Data listing section start

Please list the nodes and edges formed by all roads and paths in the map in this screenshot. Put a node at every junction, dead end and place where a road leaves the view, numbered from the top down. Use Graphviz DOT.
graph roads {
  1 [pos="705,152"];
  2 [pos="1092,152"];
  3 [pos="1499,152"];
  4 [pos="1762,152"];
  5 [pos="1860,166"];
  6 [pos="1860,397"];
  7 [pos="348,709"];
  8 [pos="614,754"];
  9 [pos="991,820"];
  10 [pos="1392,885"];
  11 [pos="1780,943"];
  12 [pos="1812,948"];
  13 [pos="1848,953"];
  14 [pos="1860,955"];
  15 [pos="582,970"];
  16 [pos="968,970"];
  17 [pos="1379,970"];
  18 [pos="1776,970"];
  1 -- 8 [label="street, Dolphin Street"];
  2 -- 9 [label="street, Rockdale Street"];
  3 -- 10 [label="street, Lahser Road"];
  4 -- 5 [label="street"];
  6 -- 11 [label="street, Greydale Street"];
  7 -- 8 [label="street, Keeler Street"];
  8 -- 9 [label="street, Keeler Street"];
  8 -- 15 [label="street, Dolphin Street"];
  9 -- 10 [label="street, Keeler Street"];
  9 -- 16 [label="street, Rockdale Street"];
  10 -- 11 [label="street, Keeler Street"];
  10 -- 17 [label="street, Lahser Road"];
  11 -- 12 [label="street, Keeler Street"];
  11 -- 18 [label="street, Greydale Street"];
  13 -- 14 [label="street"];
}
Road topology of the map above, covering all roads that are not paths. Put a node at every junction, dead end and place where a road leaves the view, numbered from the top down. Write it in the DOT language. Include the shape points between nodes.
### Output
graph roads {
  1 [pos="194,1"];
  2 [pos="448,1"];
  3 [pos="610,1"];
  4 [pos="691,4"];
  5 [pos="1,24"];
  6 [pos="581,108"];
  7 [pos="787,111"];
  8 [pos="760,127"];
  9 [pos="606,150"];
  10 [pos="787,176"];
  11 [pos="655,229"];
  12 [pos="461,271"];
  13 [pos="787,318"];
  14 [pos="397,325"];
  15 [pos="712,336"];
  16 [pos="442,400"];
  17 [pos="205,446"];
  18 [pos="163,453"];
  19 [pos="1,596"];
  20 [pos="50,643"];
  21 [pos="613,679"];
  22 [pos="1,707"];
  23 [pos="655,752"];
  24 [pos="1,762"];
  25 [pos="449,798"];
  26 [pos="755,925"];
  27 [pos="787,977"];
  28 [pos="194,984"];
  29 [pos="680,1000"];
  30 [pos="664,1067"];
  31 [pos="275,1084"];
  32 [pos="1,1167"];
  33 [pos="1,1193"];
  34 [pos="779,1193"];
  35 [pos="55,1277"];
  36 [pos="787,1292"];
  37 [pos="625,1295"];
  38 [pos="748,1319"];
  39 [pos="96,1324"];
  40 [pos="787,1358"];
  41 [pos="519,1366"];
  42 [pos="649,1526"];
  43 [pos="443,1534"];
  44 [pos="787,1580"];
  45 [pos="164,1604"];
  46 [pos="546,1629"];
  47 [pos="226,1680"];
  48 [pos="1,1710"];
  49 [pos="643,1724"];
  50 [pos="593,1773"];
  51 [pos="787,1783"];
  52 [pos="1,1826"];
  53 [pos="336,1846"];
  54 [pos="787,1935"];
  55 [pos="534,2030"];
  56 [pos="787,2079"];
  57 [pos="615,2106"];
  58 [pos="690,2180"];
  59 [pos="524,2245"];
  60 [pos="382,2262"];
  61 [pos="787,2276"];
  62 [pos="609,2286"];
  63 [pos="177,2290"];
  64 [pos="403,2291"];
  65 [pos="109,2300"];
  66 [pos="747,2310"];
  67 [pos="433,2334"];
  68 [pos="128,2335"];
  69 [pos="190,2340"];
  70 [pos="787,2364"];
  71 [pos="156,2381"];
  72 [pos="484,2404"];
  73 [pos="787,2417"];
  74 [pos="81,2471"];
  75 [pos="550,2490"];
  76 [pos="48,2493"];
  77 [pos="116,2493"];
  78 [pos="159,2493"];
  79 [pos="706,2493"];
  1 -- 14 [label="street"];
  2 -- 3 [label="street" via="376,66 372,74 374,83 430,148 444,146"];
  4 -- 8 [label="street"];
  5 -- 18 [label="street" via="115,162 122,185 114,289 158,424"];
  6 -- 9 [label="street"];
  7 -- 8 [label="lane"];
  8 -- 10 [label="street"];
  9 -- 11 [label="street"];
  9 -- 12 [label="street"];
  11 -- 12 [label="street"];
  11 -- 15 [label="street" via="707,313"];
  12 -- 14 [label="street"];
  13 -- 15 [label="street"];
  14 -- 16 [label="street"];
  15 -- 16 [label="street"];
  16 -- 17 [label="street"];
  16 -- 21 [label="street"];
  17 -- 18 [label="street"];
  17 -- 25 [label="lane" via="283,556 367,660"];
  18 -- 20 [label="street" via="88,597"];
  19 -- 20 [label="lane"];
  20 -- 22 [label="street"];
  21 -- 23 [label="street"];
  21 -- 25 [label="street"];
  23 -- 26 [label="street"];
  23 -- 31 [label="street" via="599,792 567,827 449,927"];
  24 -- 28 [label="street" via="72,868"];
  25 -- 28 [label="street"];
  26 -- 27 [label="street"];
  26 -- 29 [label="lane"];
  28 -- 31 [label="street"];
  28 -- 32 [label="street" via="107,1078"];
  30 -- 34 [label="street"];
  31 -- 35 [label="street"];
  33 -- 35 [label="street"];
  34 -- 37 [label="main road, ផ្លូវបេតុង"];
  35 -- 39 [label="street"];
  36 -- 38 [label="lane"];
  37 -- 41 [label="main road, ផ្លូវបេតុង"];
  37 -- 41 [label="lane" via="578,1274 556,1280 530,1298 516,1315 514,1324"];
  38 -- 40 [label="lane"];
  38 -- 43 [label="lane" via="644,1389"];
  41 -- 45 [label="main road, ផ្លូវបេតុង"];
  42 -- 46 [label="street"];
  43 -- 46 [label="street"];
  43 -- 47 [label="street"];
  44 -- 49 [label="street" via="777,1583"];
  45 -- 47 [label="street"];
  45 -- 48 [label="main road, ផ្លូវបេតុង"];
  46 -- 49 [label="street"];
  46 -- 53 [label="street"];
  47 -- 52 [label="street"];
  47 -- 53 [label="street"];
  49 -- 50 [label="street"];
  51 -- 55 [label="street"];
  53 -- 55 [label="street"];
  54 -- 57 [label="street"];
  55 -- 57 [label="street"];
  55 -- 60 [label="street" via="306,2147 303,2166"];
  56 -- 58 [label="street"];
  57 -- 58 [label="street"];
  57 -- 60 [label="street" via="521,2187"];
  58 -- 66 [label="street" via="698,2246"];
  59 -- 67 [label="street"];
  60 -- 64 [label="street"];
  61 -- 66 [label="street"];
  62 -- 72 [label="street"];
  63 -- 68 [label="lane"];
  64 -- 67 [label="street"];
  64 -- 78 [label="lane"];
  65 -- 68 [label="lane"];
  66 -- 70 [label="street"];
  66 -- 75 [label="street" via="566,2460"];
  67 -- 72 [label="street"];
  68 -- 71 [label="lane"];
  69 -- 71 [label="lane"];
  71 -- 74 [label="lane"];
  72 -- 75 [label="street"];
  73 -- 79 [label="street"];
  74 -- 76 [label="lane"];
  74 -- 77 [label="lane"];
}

Data listing section end

> [Task requirements]
Could you copy out every line in the listing where the word "from" appears?

> [Answer to the exercise]
Please list the nodes and edges formed by all roads and paths in the map in this screenshot. Put a node at every junction, dead end and place where a road leaves the view, numbered from the top down. Use Graphviz DOT.
Road topology of the map above, covering all roads that are not paths. Put a node at every junction, dead end and place where a road leaves the view, numbered from the top down. Write it in the DOT language. Include the shape points between nodes.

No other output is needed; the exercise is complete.